Kozivka (Козівка) is a village in Ternopil Raion of Ternopil Oblast. It is located on the Sorotska river and is the center of the village council, with the hamlet of Bodnarka a part of it. Beginning in September 2015, Kozivka became a member of the Velyki Hai Village Council. It belongs to Velyki Hai rural hromada, one of the hromadas of Ukraine. In 2015, the village had a population of 686 people.

==Geography==
Kozivka is located in the south-eastern part of the Ternopil Raion. The distance to Ternopil, the administrative center of Ternopil Oblast, from the village is approximately 25 km. The distance to the nearest railway station, which is in Proshova, is 8 km. In addition to the Sorotske, Kozivka borders other villages as Mahdalivka, Hrabovets and Skomorokhy, which belong to Ternopil Raion as well. The nearest village settlement for Koizivka is Sorotske, approximately 2 km away.

===Topography===
The village is located on Podolian Upland. Therefore, the territory of the village is predominantly a plain. Only in isolated places there are such forms of relief as hills and valleys. Through the village, Sorotska river flows which divides the village into approximately two equal parts. The climate of Kozivka is moderately continental, with warm damp summer and mild winters.

==History==
The original settlement was first mentioned in written sources in 1564 under the name Lozivka (Лозівка).

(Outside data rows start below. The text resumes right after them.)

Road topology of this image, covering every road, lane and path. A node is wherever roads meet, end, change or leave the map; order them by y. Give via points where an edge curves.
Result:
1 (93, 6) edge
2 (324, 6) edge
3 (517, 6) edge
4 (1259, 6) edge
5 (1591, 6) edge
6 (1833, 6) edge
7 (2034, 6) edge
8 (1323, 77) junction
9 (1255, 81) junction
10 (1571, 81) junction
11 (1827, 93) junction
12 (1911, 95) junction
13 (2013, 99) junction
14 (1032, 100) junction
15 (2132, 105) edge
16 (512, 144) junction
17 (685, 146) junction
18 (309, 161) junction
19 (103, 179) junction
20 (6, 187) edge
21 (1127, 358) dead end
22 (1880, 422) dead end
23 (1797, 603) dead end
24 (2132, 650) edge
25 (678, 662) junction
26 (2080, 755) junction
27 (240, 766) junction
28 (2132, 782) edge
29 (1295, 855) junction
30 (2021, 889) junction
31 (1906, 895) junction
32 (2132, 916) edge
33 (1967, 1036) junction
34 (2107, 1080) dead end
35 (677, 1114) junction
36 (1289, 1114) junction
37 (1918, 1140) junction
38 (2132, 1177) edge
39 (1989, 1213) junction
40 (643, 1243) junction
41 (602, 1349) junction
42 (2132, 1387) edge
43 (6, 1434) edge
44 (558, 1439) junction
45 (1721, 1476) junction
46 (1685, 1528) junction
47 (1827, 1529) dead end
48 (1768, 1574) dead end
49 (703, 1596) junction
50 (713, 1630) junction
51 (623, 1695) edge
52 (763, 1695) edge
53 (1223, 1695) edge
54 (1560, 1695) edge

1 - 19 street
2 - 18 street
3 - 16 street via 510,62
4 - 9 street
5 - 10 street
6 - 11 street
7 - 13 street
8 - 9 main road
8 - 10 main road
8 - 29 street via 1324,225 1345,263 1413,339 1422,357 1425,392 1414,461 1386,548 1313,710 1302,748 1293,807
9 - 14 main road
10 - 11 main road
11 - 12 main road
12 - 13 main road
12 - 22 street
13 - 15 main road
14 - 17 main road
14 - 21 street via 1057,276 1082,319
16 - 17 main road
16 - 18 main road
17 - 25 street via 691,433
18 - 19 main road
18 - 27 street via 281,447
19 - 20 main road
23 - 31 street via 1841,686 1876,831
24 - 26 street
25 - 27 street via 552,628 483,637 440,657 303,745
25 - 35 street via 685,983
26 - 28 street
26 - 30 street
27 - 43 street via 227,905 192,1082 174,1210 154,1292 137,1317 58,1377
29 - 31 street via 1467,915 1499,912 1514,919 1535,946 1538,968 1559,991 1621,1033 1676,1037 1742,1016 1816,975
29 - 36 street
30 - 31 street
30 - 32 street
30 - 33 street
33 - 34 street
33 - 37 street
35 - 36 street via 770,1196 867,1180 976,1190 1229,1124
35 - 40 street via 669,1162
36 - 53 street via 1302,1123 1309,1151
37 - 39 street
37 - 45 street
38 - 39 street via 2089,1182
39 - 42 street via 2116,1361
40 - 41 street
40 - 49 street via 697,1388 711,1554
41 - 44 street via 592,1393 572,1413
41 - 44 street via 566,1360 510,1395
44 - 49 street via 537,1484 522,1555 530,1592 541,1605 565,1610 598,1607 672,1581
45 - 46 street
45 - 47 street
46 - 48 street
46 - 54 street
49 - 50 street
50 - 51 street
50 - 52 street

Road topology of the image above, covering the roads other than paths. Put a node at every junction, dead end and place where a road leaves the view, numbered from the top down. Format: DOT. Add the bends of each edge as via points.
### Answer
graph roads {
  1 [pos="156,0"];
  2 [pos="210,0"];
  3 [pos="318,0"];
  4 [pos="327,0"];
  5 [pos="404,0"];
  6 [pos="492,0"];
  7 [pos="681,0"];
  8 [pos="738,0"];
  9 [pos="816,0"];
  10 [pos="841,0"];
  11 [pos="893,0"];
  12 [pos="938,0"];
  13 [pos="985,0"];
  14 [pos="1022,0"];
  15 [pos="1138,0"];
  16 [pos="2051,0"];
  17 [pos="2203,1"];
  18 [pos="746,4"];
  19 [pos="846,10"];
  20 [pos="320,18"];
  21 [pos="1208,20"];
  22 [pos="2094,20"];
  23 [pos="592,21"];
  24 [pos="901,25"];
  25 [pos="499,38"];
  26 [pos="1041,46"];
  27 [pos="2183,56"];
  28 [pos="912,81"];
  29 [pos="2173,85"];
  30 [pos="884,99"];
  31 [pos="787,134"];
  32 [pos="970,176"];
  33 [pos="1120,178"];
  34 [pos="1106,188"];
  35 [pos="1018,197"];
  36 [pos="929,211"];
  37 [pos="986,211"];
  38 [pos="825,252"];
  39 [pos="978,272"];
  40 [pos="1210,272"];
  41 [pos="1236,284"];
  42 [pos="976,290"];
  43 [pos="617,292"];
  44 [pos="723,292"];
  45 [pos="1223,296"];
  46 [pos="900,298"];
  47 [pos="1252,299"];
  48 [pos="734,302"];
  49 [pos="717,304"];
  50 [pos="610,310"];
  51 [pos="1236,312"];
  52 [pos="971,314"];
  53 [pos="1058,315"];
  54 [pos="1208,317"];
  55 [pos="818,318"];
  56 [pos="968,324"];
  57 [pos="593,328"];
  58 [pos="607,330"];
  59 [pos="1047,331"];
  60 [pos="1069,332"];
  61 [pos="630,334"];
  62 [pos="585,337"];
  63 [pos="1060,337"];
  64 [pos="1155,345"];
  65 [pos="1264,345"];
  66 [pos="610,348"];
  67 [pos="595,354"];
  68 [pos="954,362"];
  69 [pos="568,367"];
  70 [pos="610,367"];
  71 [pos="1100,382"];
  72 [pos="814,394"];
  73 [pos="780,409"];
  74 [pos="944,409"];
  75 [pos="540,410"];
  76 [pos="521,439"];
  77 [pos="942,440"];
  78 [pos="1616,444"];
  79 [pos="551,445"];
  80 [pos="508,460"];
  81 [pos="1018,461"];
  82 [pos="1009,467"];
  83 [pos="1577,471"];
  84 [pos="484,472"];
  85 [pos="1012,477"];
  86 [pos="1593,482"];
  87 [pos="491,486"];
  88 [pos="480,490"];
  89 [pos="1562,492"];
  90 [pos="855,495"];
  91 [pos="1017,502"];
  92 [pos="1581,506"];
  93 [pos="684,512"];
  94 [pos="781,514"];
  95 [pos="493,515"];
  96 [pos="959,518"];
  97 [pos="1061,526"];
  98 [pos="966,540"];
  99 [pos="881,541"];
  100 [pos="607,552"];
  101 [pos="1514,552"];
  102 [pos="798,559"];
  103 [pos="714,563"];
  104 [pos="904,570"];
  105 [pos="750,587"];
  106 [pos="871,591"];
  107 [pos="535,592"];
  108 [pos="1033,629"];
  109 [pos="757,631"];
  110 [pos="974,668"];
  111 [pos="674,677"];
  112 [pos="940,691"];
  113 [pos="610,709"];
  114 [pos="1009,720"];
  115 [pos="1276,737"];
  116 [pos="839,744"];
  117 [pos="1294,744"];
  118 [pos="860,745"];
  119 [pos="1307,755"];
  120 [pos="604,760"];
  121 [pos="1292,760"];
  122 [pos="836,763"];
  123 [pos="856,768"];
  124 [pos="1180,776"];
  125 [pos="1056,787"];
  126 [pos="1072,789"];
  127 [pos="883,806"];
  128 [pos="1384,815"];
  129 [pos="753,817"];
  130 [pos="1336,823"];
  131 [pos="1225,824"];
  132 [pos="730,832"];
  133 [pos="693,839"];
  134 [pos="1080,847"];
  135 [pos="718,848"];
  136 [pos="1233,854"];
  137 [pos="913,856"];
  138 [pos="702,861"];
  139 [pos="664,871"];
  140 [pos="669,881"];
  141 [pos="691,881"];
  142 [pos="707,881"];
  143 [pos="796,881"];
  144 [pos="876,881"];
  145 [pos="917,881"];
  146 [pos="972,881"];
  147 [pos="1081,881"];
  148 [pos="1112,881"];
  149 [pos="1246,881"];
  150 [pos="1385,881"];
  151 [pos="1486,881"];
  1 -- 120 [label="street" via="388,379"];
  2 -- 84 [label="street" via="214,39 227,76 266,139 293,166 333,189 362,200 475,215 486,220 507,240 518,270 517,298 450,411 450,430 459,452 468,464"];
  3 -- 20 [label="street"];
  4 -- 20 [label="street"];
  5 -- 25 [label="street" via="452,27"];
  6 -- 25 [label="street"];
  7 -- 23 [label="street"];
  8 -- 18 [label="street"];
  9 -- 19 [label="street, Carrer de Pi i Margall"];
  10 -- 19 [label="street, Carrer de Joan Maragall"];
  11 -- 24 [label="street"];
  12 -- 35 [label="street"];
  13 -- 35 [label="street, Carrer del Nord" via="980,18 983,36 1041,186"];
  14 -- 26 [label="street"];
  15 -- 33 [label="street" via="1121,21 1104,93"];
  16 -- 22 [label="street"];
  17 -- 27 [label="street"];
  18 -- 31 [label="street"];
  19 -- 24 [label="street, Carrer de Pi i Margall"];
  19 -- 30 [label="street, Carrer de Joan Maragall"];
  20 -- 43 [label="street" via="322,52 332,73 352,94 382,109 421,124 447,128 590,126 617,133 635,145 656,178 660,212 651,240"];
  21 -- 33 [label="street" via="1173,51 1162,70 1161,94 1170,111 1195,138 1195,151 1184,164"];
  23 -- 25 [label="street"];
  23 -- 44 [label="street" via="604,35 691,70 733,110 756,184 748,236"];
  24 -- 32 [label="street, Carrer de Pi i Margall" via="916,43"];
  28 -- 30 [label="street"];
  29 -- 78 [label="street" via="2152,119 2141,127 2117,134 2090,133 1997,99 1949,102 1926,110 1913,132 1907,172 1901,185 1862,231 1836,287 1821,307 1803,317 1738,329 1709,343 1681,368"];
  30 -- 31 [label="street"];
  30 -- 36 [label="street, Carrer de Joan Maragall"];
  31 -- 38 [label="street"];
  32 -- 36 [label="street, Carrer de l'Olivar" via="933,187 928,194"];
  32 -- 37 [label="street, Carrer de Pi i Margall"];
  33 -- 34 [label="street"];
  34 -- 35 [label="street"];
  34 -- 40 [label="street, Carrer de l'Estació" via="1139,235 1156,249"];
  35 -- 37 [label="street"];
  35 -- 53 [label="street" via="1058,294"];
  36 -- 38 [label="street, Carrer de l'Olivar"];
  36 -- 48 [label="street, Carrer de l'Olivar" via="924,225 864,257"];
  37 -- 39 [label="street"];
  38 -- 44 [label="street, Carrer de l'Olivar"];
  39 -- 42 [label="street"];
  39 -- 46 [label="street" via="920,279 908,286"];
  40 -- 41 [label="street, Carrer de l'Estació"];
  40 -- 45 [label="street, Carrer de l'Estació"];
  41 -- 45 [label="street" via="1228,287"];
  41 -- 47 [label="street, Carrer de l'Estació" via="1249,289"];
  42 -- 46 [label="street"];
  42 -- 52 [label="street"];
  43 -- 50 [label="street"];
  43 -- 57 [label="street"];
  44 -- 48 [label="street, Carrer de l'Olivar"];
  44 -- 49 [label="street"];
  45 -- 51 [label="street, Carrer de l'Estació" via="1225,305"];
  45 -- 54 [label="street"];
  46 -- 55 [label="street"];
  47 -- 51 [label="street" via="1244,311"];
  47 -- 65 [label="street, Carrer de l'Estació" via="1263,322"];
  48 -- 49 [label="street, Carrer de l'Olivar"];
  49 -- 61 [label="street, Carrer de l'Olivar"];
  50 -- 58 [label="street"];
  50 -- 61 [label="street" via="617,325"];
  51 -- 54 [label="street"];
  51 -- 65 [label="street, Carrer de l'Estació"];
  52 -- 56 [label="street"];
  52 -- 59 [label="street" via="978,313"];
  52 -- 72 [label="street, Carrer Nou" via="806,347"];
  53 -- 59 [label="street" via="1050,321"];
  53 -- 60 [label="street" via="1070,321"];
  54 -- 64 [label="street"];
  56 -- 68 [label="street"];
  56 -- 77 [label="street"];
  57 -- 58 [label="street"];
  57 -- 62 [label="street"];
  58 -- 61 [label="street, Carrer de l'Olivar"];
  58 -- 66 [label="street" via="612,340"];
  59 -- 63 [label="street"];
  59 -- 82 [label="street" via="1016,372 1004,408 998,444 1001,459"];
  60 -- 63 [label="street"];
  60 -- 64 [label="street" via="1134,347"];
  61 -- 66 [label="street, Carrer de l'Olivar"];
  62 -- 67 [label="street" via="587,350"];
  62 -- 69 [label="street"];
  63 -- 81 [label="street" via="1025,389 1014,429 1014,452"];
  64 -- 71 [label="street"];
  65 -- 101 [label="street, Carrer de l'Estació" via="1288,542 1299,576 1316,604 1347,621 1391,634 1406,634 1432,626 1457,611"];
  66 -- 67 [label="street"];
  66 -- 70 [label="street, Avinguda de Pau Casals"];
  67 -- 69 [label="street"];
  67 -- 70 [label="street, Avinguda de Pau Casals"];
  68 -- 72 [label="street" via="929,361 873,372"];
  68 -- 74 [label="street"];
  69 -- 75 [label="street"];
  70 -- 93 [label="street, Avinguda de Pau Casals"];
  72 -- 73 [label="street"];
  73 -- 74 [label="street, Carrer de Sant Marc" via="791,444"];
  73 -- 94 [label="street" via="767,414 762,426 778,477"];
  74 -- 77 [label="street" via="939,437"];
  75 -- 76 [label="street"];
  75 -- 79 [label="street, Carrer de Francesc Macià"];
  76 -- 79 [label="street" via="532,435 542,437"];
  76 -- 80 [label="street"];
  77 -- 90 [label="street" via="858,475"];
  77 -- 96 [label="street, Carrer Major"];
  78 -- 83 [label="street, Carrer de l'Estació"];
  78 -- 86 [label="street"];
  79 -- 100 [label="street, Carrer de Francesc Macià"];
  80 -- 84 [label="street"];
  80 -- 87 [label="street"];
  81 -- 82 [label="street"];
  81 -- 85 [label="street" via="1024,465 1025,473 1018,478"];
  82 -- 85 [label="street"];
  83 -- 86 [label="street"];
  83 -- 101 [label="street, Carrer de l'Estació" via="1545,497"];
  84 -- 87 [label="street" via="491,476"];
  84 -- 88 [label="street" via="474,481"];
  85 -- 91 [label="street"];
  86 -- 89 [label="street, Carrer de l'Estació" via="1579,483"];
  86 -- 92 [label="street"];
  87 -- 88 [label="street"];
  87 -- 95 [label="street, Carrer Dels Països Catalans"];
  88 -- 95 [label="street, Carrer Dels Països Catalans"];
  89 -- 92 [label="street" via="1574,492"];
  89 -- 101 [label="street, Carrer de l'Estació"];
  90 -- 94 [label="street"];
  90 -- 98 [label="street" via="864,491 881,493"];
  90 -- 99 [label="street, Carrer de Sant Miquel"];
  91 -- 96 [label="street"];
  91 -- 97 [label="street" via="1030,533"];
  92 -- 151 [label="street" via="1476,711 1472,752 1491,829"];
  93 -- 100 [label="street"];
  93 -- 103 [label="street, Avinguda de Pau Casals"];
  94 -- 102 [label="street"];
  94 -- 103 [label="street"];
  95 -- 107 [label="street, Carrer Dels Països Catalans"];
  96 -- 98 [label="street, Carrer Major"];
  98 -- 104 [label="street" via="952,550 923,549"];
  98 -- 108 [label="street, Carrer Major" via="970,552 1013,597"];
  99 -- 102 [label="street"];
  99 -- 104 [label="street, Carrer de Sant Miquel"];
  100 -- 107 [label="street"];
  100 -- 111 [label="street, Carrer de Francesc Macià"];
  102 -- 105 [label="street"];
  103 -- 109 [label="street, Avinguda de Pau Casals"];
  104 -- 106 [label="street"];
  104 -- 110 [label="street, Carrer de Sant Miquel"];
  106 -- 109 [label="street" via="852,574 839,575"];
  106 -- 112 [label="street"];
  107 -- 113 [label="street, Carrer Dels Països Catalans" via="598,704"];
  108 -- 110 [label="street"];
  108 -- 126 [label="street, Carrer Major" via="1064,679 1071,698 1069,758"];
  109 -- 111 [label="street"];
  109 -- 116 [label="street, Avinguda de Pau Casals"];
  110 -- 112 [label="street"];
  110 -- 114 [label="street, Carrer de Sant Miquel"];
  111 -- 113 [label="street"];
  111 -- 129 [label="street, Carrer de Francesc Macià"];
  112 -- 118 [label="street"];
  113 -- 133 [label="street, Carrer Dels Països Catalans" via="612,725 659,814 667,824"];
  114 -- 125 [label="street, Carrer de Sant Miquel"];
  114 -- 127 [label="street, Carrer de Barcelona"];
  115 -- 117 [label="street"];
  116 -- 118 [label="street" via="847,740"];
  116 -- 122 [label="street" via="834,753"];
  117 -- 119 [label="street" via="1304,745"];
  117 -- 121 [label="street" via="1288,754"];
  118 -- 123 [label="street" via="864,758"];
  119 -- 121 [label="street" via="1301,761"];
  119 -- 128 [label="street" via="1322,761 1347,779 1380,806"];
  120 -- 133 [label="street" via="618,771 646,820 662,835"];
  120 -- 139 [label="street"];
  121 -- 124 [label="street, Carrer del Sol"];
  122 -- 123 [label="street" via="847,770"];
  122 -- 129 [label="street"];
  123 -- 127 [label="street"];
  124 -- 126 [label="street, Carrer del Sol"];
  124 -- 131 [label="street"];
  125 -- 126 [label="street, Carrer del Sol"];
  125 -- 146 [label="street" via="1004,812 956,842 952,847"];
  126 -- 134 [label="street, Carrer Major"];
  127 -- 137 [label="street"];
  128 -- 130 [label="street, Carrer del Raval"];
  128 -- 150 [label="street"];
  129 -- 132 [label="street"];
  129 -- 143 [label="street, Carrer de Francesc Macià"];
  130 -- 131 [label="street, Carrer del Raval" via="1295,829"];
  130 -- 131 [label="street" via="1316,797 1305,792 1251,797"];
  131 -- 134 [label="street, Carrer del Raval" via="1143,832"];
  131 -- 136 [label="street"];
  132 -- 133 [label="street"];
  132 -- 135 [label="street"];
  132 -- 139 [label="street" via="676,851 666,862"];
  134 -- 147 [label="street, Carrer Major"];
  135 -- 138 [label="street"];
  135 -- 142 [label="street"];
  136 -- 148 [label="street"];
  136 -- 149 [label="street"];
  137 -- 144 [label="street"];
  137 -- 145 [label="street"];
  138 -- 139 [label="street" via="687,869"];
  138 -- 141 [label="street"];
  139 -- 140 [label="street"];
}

On November 23, 1918, the Polish section under the command of Colonel Czesław Rybinsko, formed in Odesa, crossed the border near Sataniv and headed for Ternopil. It consisted of 22 officers and 700 soldiers. Colonel of the West Ukrainian People's Republic, Dmytro Vitovsky, sent Sich Riflemen to meet them, who on November 27 near the village of Kozivka surrounded the Polish detachment and captured them. The rest of the group that remained in Mykulyntsi surrendered with the prisoners taken to Ternopil.

In the village, a military organization Zwiazek Strzelecki (Riflemen's Association) was created, whose members brutally beat Ukrainians who wore embroidered shirts. Other Polish societies such as Dom ludowy and Kołko rolnicze were also organized.
An outpost of OUN (Organization of Ukrainian Nationalists) was established in 1939, headed by Mikhailo Poliak, Joseph Hyrun, and Ivan Petriek.

Bolshevik rule returned to the village on March 22, 1944. A collective farm in Kozivka was established in 1945.

==Demographics==

An Austro-Hungarian census conducted in 1869 shows the population of Kozivka at 1667 and rising to 1892 during the 1880 Austro-Hungarian census. Of the 1892 people residing in the village, 1801 were Ruthenian-speaking Greek Catholic, 70 were Polish-speaking Roman Catholic, and 21 German-speaking Jews. The 1900 Austro-Hungarian census shows a rise in the population to 2158 people, with approximately 1800 Ruthenian-speaking Greek Catholics, approximately 300 Polish-speaking Roman Catholics, and 40 Jews. At present, 686 people live in the village. The village consists of 99.6% of Ukrainians and 0.4% of Georgians based on the previous 2001 Ukrainian Census.

As in most villages in Ukraine, the nation's aging takes place in Kozivka due to the negative natural growth and high mortality in the village. There is also resettlement of young villagers moving to cities. In the last decade, the number of inhabitants sharply decreased (for 10 years the number of inhabitants in the village has practically decreased by 100 people). The population in the village consists of 57% women and men - 43%.

==Religion==
For much of the 19th century, the Bilinski family served as priests in the village of Kozivka, starting with Dmytro Bilinski and subsequently his son, Hilarion Bilinski, into the early 20th century.

The Church of St. Nicholas the Wonderworker was constructed in 1888 out of stone. The priest is Father Vasyl Brehin, the deacon of the Velyki Birky deanery.

==Monuments==
Several monuments are present such as a Cossack grave which has been preserved, a memorable cross erected in honor of the abolition of serfdom in 1848, monuments to soldiers and fellow villagers who died in World War II (1968) and Stepan Bandera (1992).